--- Task material ---
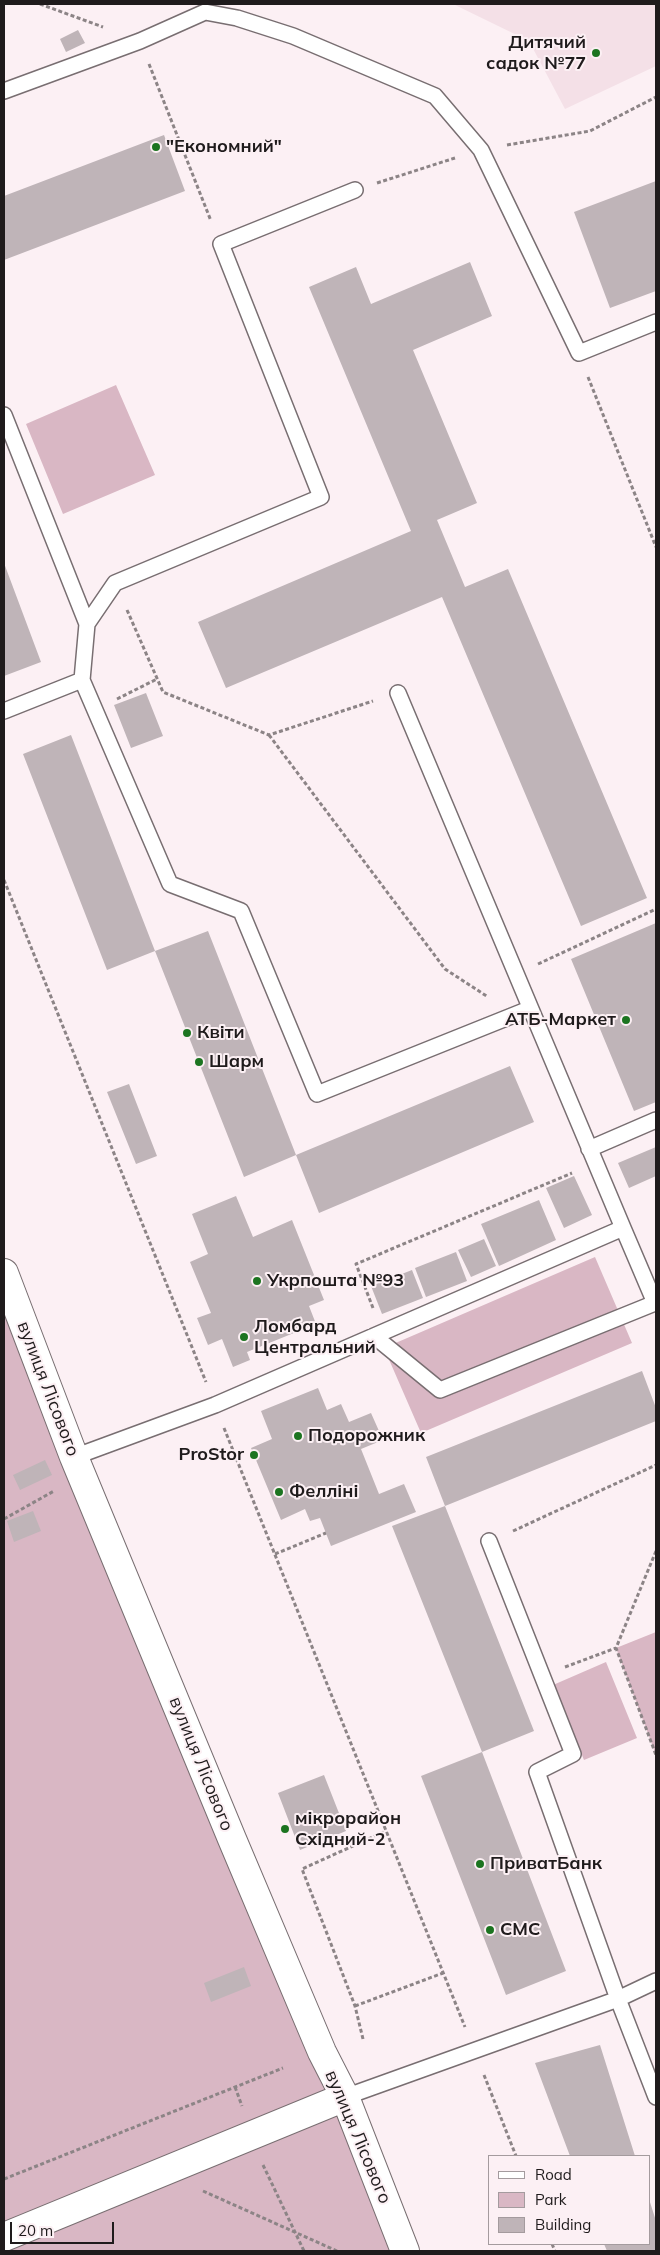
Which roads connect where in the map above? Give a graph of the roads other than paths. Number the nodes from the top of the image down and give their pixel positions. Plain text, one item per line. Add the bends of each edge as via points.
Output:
1 (208, 8) edge
2 (4, 91) edge
3 (355, 190) dead end
4 (656, 322) edge
5 (4, 415) edge
6 (87, 624) junction
7 (82, 680) junction
8 (398, 693) road end
9 (4, 711) edge
10 (523, 1012) junction
11 (656, 1120) edge
12 (592, 1156) junction
13 (623, 1228) junction
14 (4, 1273) edge
15 (374, 1336) junction
16 (78, 1466) junction
17 (489, 1541) road end
18 (656, 1981) edge
19 (618, 1999) junction
20 (656, 2097) edge
21 (345, 2098) junction
22 (4, 2237) edge
23 (405, 2251) edge

1 - 2 lane via 140,41
1 - 4 lane via 293,36 435,96 481,150 579,353
3 - 6 lane via 221,244 321,497 115,583
5 - 6 lane
6 - 7 lane
7 - 9 lane
7 - 10 lane via 170,884 241,912 317,1094
8 - 10 lane via 515,975
10 - 12 lane
11 - 12 lane
12 - 13 lane
13 - 15 lane
13 - 15 lane via 654,1303 440,1390
14 - 16 street, вулиця Лісового
15 - 16 lane
16 - 21 street, вулиця Лісового via 258,1901
17 - 19 lane via 573,1754 537,1772
18 - 19 lane
19 - 20 lane
19 - 21 lane
21 - 22 street
21 - 23 street, вулиця Лісового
---
■ **How to complete this task**: None of the pictures should appear; repeat the records exactly otherwise.

■ **Response**:
Which roads connect where in the map above? Give a graph of the roads other than paths. Number the nodes from the top of the image down and give their pixel positions. Plain text, one item per line. Add the bends of each edge as via points.
Output:
1 (208, 8) edge
2 (4, 91) edge
3 (355, 190) dead end
4 (656, 322) edge
5 (4, 415) edge
6 (87, 624) junction
7 (82, 680) junction
8 (398, 693) road end
9 (4, 711) edge
10 (523, 1012) junction
11 (656, 1120) edge
12 (592, 1156) junction
13 (623, 1228) junction
14 (4, 1273) edge
15 (374, 1336) junction
16 (78, 1466) junction
17 (489, 1541) road end
18 (656, 1981) edge
19 (618, 1999) junction
20 (656, 2097) edge
21 (345, 2098) junction
22 (4, 2237) edge
23 (405, 2251) edge

1 - 2 lane via 140,41
1 - 4 lane via 293,36 435,96 481,150 579,353
3 - 6 lane via 221,244 321,497 115,583
5 - 6 lane
6 - 7 lane
7 - 9 lane
7 - 10 lane via 170,884 241,912 317,1094
8 - 10 lane via 515,975
10 - 12 lane
11 - 12 lane
12 - 13 lane
13 - 15 lane
13 - 15 lane via 654,1303 440,1390
14 - 16 street, вулиця Лісового
15 - 16 lane
16 - 21 street, вулиця Лісового via 258,1901
17 - 19 lane via 573,1754 537,1772
18 - 19 lane
19 - 20 lane
19 - 21 lane
21 - 22 street
21 - 23 street, вулиця Лісового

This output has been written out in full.